# Olongapo



## Simon1983 (Jun 6, 2016)

Toying with the idea of moving from Pampanga to Olongapo.
I would be renting and working in the area if this happens.

I've never been there (though have lived in Pangasinan and Pampanga).

Does anyone know OK areas to live, have any suggestions or highlights in the area?

The reason I would consider to move is I've heard it's cleaner and nicer than San Fernando. Plus it's close to the sea and more green so will be nice for me and my kids -when I'm not working I can take them to the beach or go for a bike ride or something.

Any suggestions most gratefully received.


----------



## Asian Spirit (Mar 1, 2010)

Simon1983 said:


> Toying with the idea of moving from Pampanga to Olongapo.
> I would be renting and working in the area if this happens.
> 
> I've never been there (though have lived in Pangasinan and Pampanga).
> ...


The best place is on the old US Navy base at Subic Bay. Beautiful and kept as clean as any town in the US. Many good restaurants, and malls.

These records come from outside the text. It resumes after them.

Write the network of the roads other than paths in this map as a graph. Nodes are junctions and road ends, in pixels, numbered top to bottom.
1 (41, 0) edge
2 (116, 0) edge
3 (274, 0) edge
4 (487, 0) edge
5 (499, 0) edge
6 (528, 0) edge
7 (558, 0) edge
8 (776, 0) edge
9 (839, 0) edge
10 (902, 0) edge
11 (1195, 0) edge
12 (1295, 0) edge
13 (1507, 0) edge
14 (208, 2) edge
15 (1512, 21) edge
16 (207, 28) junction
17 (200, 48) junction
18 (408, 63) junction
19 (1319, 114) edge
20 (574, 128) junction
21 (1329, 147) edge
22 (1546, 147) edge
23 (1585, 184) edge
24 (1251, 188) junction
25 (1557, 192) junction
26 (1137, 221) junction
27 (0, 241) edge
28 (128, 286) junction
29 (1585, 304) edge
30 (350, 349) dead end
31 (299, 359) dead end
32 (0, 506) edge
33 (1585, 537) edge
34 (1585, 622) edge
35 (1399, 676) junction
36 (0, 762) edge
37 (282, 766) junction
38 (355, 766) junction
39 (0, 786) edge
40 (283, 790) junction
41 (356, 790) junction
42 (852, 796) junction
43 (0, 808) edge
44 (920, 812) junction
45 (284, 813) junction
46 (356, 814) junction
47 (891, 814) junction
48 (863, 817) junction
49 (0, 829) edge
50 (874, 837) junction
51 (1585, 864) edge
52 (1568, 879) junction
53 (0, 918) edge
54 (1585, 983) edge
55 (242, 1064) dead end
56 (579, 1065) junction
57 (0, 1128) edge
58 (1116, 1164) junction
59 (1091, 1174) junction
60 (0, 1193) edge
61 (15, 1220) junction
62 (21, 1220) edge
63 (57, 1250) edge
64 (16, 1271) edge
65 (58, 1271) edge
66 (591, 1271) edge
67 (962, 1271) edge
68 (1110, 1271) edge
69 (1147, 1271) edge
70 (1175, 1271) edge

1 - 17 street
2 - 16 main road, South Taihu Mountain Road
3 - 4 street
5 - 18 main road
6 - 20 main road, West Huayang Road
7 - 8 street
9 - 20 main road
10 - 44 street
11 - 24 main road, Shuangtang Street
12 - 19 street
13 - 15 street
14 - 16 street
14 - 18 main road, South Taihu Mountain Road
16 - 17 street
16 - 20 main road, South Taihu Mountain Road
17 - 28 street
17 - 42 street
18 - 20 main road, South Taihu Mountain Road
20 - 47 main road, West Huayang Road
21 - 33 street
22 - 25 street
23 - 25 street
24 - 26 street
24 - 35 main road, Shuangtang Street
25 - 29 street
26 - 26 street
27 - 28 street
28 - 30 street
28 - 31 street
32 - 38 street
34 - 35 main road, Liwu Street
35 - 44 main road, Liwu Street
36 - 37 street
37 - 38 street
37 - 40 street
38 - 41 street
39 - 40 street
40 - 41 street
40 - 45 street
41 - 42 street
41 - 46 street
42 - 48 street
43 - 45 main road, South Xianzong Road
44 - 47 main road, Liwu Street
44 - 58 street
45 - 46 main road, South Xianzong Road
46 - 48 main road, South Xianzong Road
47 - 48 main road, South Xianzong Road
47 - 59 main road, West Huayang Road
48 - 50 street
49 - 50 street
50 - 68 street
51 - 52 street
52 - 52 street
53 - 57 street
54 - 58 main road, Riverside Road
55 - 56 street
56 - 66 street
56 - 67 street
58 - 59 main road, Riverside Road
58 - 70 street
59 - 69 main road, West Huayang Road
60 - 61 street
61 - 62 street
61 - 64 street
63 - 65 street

Outside the base is Onongapo. Not that clean but acceptable. Looks like Angeles or San Fernando. Would not be my first choice.
Close to the base there is Brgy Barretto. Right next to the ocean and there are apartments for rent all along there. Just have to locate one.


Jet Lag


----------



## Simon1983 (Jun 6, 2016)

Jet Lag said:


> The best place is on the old US Navy base at Subic Bay. Beautiful and kept as clean as any town in the US. Many good restaurants, and malls.
> 
> Outside the base is Onongapo. Not that clean but acceptable. Looks like Angeles or San Fernando. Would not be my first choice.
> Close to the base there is Brgy Barretto. Right next to the ocean and there are apartments for rent all along there. Just have to locate one.
> ...


I bet it's expensive inside the base. I wouldn't mind be further out as long as it's save and the people are friendly. Close to the sea would be nice but not too close to the resorts.


----------



## Asian Spirit (Mar 1, 2010)

Simon1983 said:


> I bet it's expensive inside the base. I wouldn't mind be further out as long as it's save and the people are friendly. Close to the sea would be nice but not too close to the resorts.

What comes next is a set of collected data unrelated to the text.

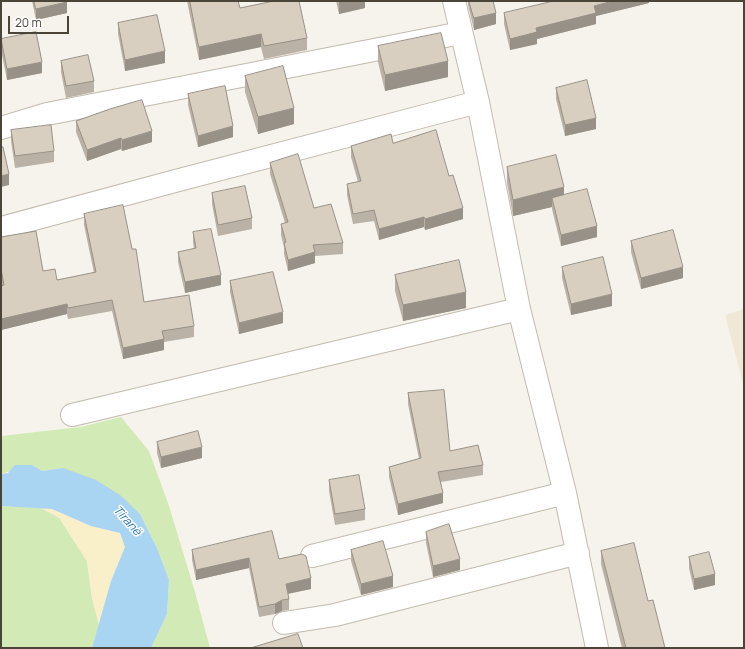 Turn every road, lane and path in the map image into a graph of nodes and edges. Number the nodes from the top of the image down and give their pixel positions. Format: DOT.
graph roads {
  1 [pos="454,1"];
  2 [pos="462,33"];
  3 [pos="478,102"];
  4 [pos="1,128"];
  5 [pos="1,228"];
  6 [pos="519,309"];
  7 [pos="72,415"];
  8 [pos="565,493"];
  9 [pos="578,552"];
  10 [pos="312,556"];
  11 [pos="284,623"];
  12 [pos="597,648"];
  1 -- 2 [label="street"];
  2 -- 3 [label="street"];
  2 -- 4 [label="street"];
  3 -- 5 [label="street"];
  3 -- 6 [label="street"];
  6 -- 7 [label="street"];
  6 -- 8 [label="street"];
  8 -- 9 [label="street"];
  8 -- 10 [label="street"];
  9 -- 11 [label="street"];
  9 -- 12 [label="street"];
}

Yea, inside the base is a bit pricey on home rentals but you can take over an existing lease that affords not only a nice area but safety as well for a family.

Barretto is good also. Cost of renting is lower and still close to the base for good food and shopping.


----------



## Tiz (Jan 23, 2016)

Jet Lag said:


> The best place is on the old US Navy base at Subic Bay. Beautiful and kept as clean as any town in the US. Many good restaurants, and malls.
> 
> Outside the base is Onongapo. Not that clean but acceptable. Looks like Angeles or San Fernando. Would not be my first choice.
> Close to the base there is Brgy Barretto. Right next to the ocean and there are apartments for rent all along there. Just have to locate one.
> ...


I visited Subic Bay some time back and found the opposite to be true.
It certainly wasn't beautiful, lots of buildings left derelict since the US Navy deserted them.
A few decent restaurants, but not a lot of variety.

I stayed in a hotel along Waterfront Road, is there another piece of Subic that I missed, that is beautiful?


----------



## Gary D (Oct 28, 2013)

Tiz said:


> I visited Subic Bay some time back and found the opposite to be true.
> It certainly wasn't beautiful, lots of buildings left derelict since the US Navy deserted them.
> A few decent restaurants, but not a lot of variety.
> 
> I stayed in a hotel along Waterfront Road, is there another piece of Subic that I missed, that is beautiful?


With the big mall in there know it has improved. I wouldn't describe it as beautiful but it is much saner in there than outside. The last time we drove through Barretto it was like driving along Fields Avenue in Angeles but dirtier. Many years ago we had a family day out at Baloy and it was ok but returning a few years later it was a chit hole.


----------



## galactic (Dec 2, 2014)

Try to look at Gordon Heights. Lots of expats who bought land and live there. The natives are used to white men walking around on their shorts and flip flops


----------



## Simon1983 (Jun 6, 2016)

Thanks Galactic. Looks nice from Google Earth view. Is it mostly people who have bought land and built their own houses? Or are there subdivisions there and rental apartments/homes?


----------



## galactic (Dec 2, 2014)

Simon1983 said:


> Thanks Galactic. Looks nice from Google Earth view. Is it mostly people who have bought land and built their own houses? Or are there subdivisions there and rental apartments/homes?


Mostly expats who established roots there. And a few homes for rent.
There is also Sta. Monica Subdivision in Subic. Expat area as well but the area was hit by heavy flooding about 6 years ago.
And to add, there is a new community that is being built in Subic as well Camella Homes, a subdivision developer, has finally invested in the Olongapo Subic area.


----------



## Nickleback99 (Aug 6, 2011)

Tiz said:


> I visited Subic Bay some time back and found the opposite to be true.
> It certainly wasn't beautiful, lots of buildings left derelict since the US Navy deserted them.
> A few decent restaurants, but not a lot of variety.
> 
> I stayed in a hotel along Waterfront Road, is there another piece of Subic that I missed, that is beautiful?


For sure it is not what it was in the hey day of the US base being there in terms of cleanliness, but it's decent. I too was disappointed with some very run down buildings or rubble left on the main base area, which Don (DonandAbbey) told me usually stays there until a new place is going be built on that spot. Still it was decent. Jon1 on here is another who can fill you in more for the area or on-base, as is Lefties...just haven't seen the later on here is a while. My favorite are when Don took us around for a very gracious 3 hrs or so in January was his area up in Kalayaan. 

Wondering if any others ever considered Dumaguete, ****** Oriental? Quite an expat community down there and pretty cheap. It's where we are going to start later this year and see how goes before checking out probably 2 other locations. 

Best of luck to the OP !

Jay C.


----------